In 1781, the inventor managed to patent his next creation - a steam engine for driving industrial machines. Over time, all these technologies will make it possible to move trains and steamboats with the help of steam. It will completely change a person's life.

One of the people who changed the lives of many was James Watt, whose steam engine accelerated technological progress.

Polzunov's invention

The design of the first steam engine, which could power a variety of working mechanisms, was created in 1763. It was developed by the Russian mechanic I. Polzunov, who worked at the mining plants of Altai.

The head of the factories was acquainted with the project and received the go-ahead for the creation of the device from St.
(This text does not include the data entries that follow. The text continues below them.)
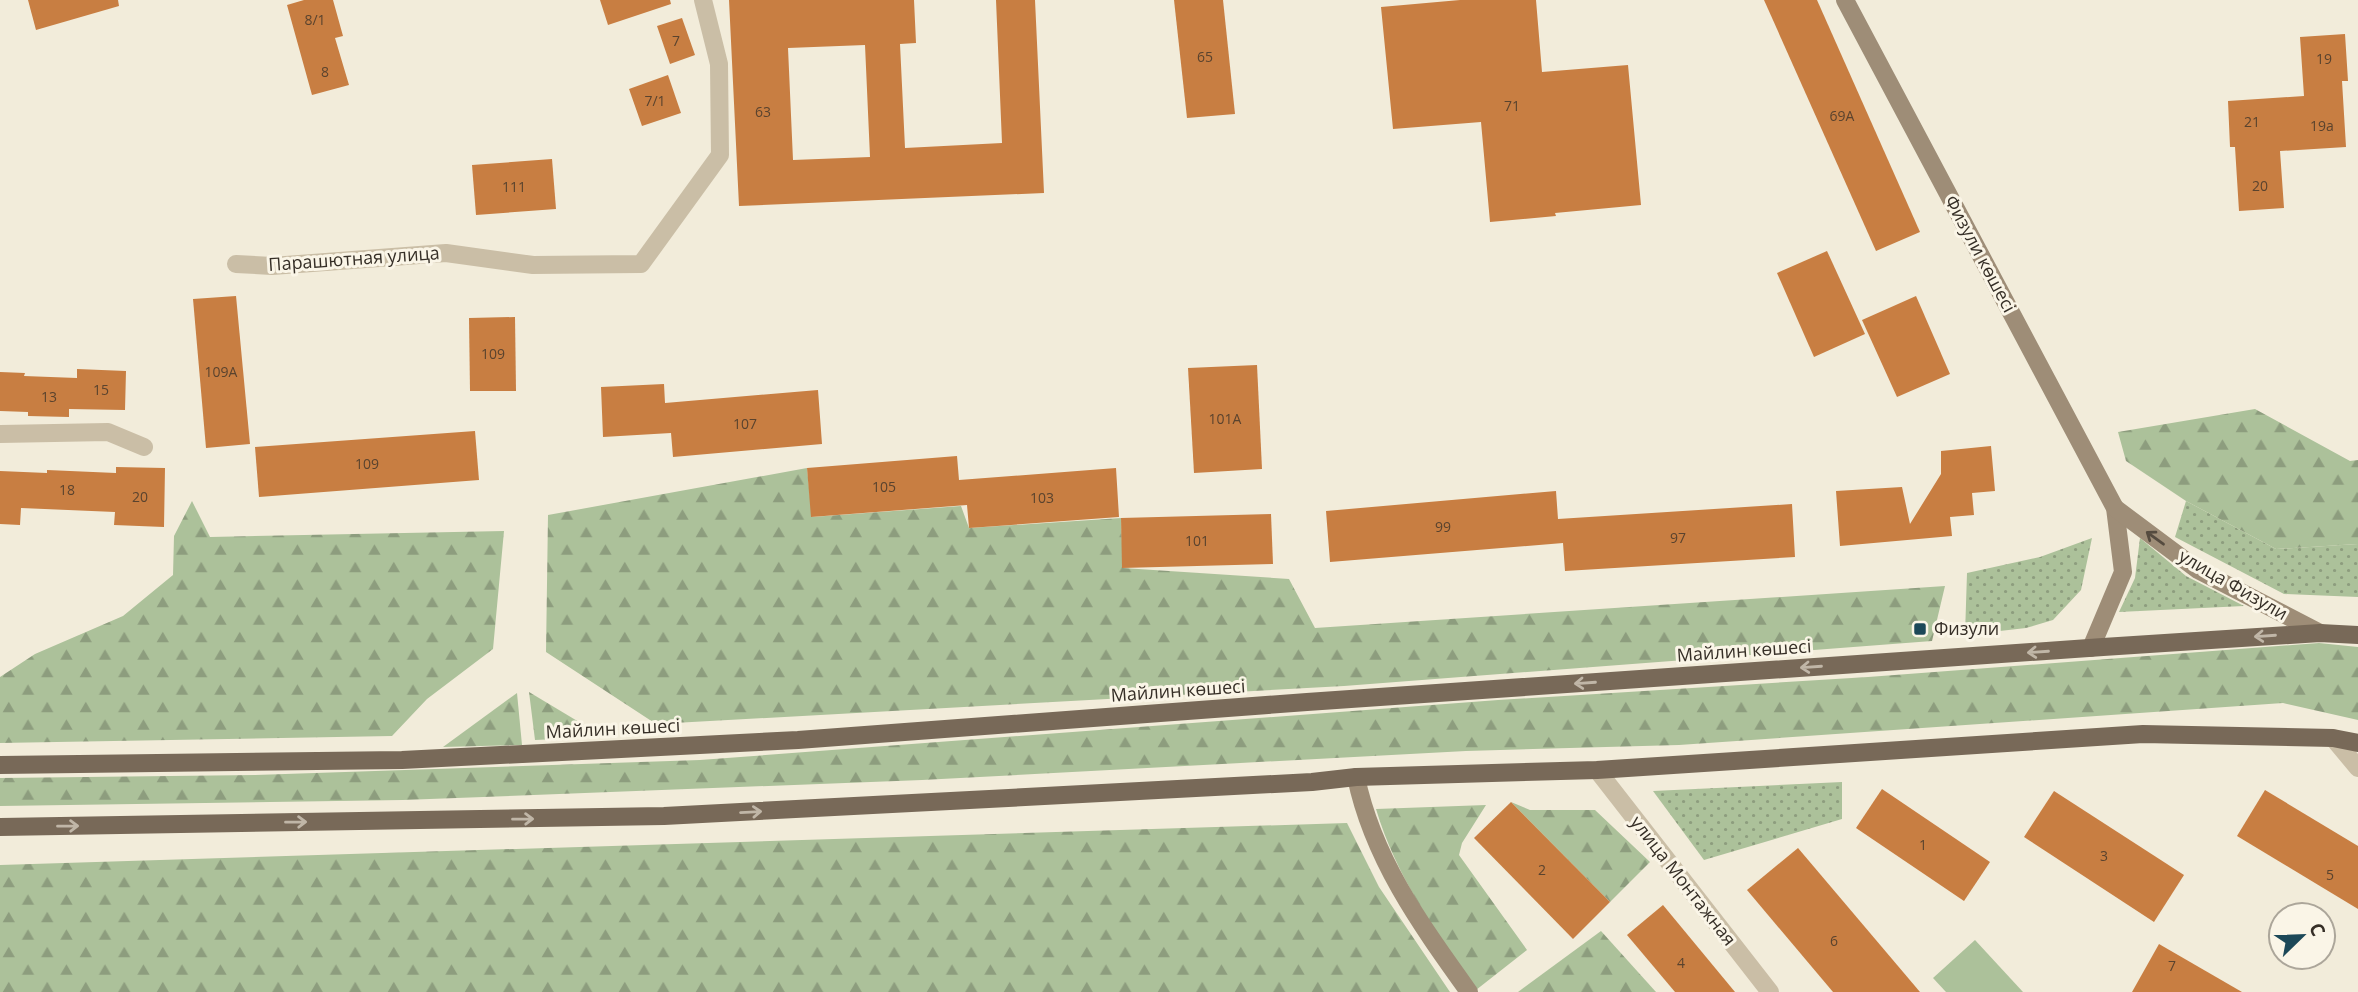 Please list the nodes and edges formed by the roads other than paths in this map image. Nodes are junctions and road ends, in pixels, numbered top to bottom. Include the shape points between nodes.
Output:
1 (703, 0) edge
2 (1845, 0) edge
3 (236, 264) dead end
4 (0, 434) edge
5 (144, 447) dead end
6 (2115, 508) junction
7 (2320, 633) junction
8 (2358, 635) edge
9 (2091, 648) junction
10 (2333, 738) junction
11 (2358, 743) edge
12 (0, 765) edge
13 (2358, 768) edge
14 (1597, 769) junction
15 (1356, 777) junction
16 (0, 827) edge
17 (1469, 992) edge
18 (1770, 992) edge

1 - 3 street, Парашютная улица via 719,64 720,155 641,264 533,265 446,253 272,266
2 - 6 street, Физули көшесі
4 - 5 street via 108,432
7 -> 6 street, улица Физули via 2198,570
6 - 9 street via 2123,572
7 - 8 main road, Майлин көшесі
7 -> 9 main road, Майлин көшесі
9 -> 12 main road, Майлин көшесі via 798,740 402,760
10 - 11 main road
10 - 13 street
10 - 14 main road via 2143,734
14 - 15 main road
14 - 18 street, улица Монтажная
16 -> 15 main road via 664,816
15 - 17 street via 1384,861 1416,918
Petersburg. The Polzunov steam engine was recognized, and the work on its creation was entrusted to the author of the project. The latter wanted to first assemble a miniature model in order to identify and eliminate possible flaws that are not visible on paper. However, he was ordered to start building a large, powerful machine.

Polzunov was provided with assistants, of whom two were inclined towards mechanics, and two were supposed to perform auxiliary work. It took one year and nine months to build the steam engine. When Polzunov's steam engine was almost ready, he fell ill with consumption. The creator died a few days before the first tests.

All actions in the machine took place automatically, it could work continuously. This was proved in 1766, when Polzunov's students conducted the last tests. A month later, the equipment was put into operation.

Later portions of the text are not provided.